Moreover, for all of SOCOM’s impressive achievement in hunting down terrorists, there is another essential truth to be kept in mind regarding any counterinsurgency campaign: We cannot kill our way to victory. If they are left alone in ungoverned territory, terrorist groups are likely to regenerate themselves no matter how many top leaders they lose. To succeed in the Global War on Terror–that now-forbidden term–we must engage not only in manhunting but in nation-building–another verboten term. Otherwise, we will not be able to change the conditions that allow terrorist groups to flourish.

Unfortunately, Special Operations Forces, while very good at manhunting, are less useful for nation-building. That is especially true of the top-tierdoor-kickers, such as the SEALs, who get so much publicity. Bolstering weak states may be a job for Green Berets, but it is also a job for conventional military forces, albeit in small numbers, for example, on training teams. It is, in addition, a job for diplomats, intelligence operatives, information warriors, and development officials. Alas, we are much weaker in all those skill sets than we are at kinetic Special Operations, and indeed it is possible in some instances SOCOM’s propensity to target individuals may actually further destabilize a country and prove counterproductive in the end.
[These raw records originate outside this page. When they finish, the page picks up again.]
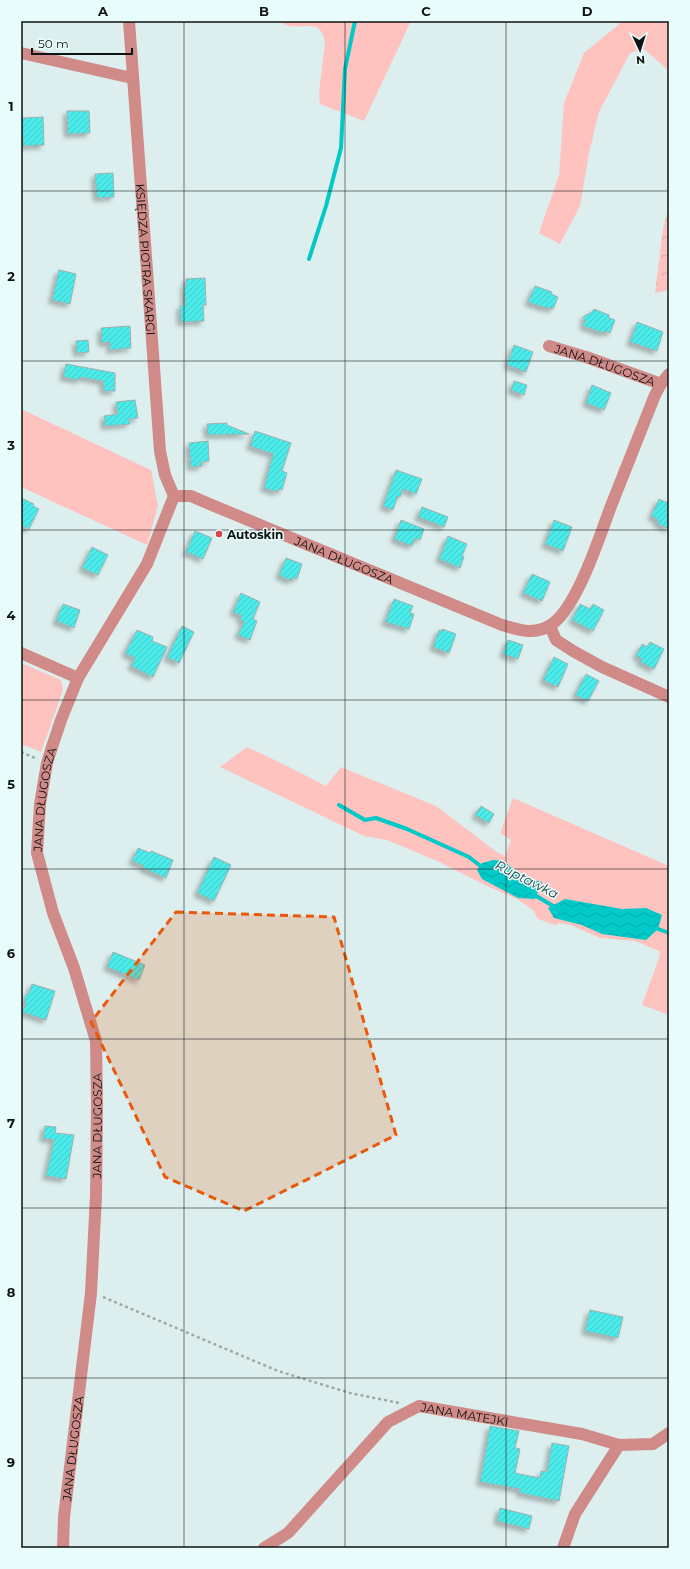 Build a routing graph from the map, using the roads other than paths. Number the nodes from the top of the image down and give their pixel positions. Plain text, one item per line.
1 (129, 21) edge
2 (21, 53) edge
3 (132, 78) junction
4 (549, 346) dead end
5 (669, 374) edge
6 (660, 384) junction
7 (174, 496) junction
8 (550, 626) junction
9 (21, 653) edge
10 (78, 678) junction
11 (669, 697) edge
12 (669, 1432) edge
13 (619, 1445) junction
14 (63, 1548) edge
15 (264, 1548) edge
16 (563, 1548) edge

1 - 3 street, KSIĘDZA PIOTRA SKARGI
2 - 3 street
3 - 7 street, KSIĘDZA PIOTRA SKARGI
4 - 6 street, JANA DŁUGOSZA
5 - 6 street, JANA DŁUGOSZA
6 - 8 street, JANA DŁUGOSZA
7 - 8 street, JANA DŁUGOSZA
7 - 10 street, JANA DŁUGOSZA
8 - 11 street
9 - 10 street
10 - 14 street, JANA DŁUGOSZA
12 - 13 street, JANA MATEJKI
13 - 15 street, JANA MATEJKI
13 - 16 street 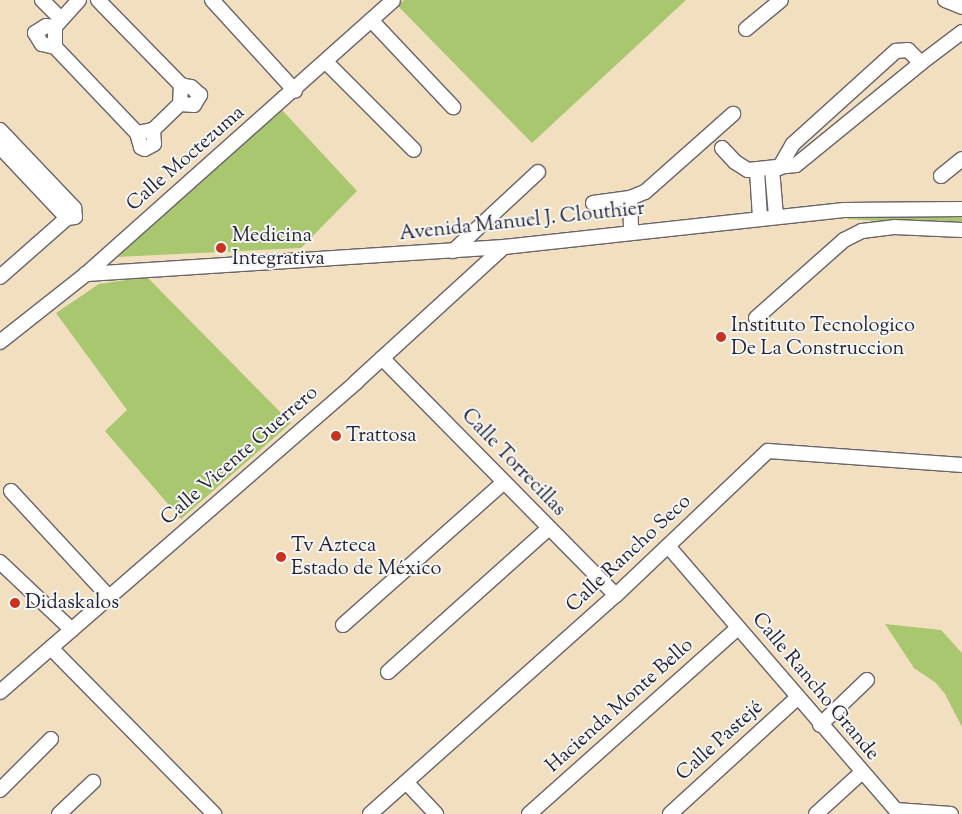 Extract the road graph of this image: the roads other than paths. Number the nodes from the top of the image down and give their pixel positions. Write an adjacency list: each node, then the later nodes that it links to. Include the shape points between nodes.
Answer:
1 (42, 0): 10 (street)
2 (79, 0): 10 (street)
3 (100, 0): 13 (street, via 181,85 180,104 153,130 137,133)
4 (212, 0): 16 (street)
5 (393, 0): 9 (street, Calle Moctezuma)
6 (781, 0): 11 (street)
7 (945, 0): 8 (street)
8 (962, 7)
9 (372, 20): 14 (street, Calle Moctezuma); 17 (street)
10 (58, 23): 13 (street); 13 (street, via 35,34 42,44)
11 (746, 30)
12 (962, 32): 15 (street)
13 (55, 47)
14 (326, 62): 16 (street, Calle Moctezuma); 22 (street)
15 (921, 63): 24 (street, via 810,156 796,165); 24 (street, via 908,50 896,51 793,144)
16 (295, 91): 37 (street, Calle Moctezuma)
17 (453, 107)
18 (733, 114): 28 (street, via 657,183)
19 (0, 130): 21 (street)
20 (722, 148): 25 (street, via 740,166)
21 (5, 150): 38 (street, via 67,218)
22 (414, 150)
23 (962, 159): 27 (street)
24 (775, 168): 25 (street); 31 (street)
25 (757, 171): 32 (street)
26 (538, 172): 36 (street)
27 (941, 176)
28 (630, 198): 29 (street); 34 (street)
29 (593, 203)
30 (962, 209): 31 (street, Avenida Manuel J. Clouthier, via 844,210)
31 (776, 216): 32 (street, Avenida Manuel J. Clouthier)
32 (760, 218): 34 (street, Avenida Manuel J. Clouthier)
33 (962, 230): 39 (street, via 894,227 862,231 844,240)
34 (631, 231): 35 (street, Avenida Manuel J. Clouthier)
35 (504, 247): 36 (street, Avenida Manuel J. Clouthier); 41 (street, Calle Vicente Guerrero)
36 (453, 251): 37 (street, Avenida Manuel J. Clouthier)
37 (86, 274): 40 (street, Calle Moctezuma)
38 (0, 277)
39 (756, 318)
40 (0, 342)
41 (382, 358): 43 (street, Calle Torrecillas); 49 (street, Calle Vicente Guerrero)
42 (962, 464): 46 (street, Calle Rancho Seco, via 768,451)
43 (504, 482): 45 (street, Calle Torrecillas); 50 (street)
44 (11, 491): 49 (street)
45 (549, 528): 48 (street, Calle Torrecillas); 54 (street)
46 (668, 546): 48 (street, Calle Rancho Seco); 51 (street, Calle Rancho Grande)
47 (0, 562): 52 (street)
48 (616, 595): 62 (street, Calle Rancho Seco)
49 (109, 597): 52 (street, Calle Vicente Guerrero)
50 (343, 625)
51 (738, 628): 57 (street, Calle Rancho Grande); 69 (street, Hacienda Monte Bello)
52 (72, 630): 53 (street, Calle Vicente Guerrero)
53 (51, 648): 56 (street, Calle Vicente Guerrero); 66 (street)
54 (388, 672)
55 (867, 680): 58 (street)
56 (0, 692)
57 (797, 698): 58 (street, Calle Rancho Grande); 70 (street, Calle Pastejé)
58 (820, 725): 60 (street, Calle Rancho Grande)
59 (51, 739): 63 (street)
60 (861, 773): 64 (street, Calle Rancho Grande); 71 (street)
61 (93, 782): 65 (street)
62 (406, 782): 67 (street, Calle Rancho Seco); 68 (street)
63 (0, 790)
64 (897, 812): 72 (street, Calle Rancho Grande)
65 (59, 814)
66 (214, 814)
67 (370, 814)
68 (436, 814)
69 (529, 814)
70 (670, 814)
71 (816, 814)
72 (951, 814)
The use of force needs to be managed carefully and should not be freed from the normal oversight mechanisms of the Pentagon. Nor should we be growing SOCOM while eviscerating the conventional forces and failing to bolster our ability to project soft power. We need a more balanced approach to the security challenges of the 21st century; one that does not place excessive or exclusive reliance on an already-overstretched Special Operations community.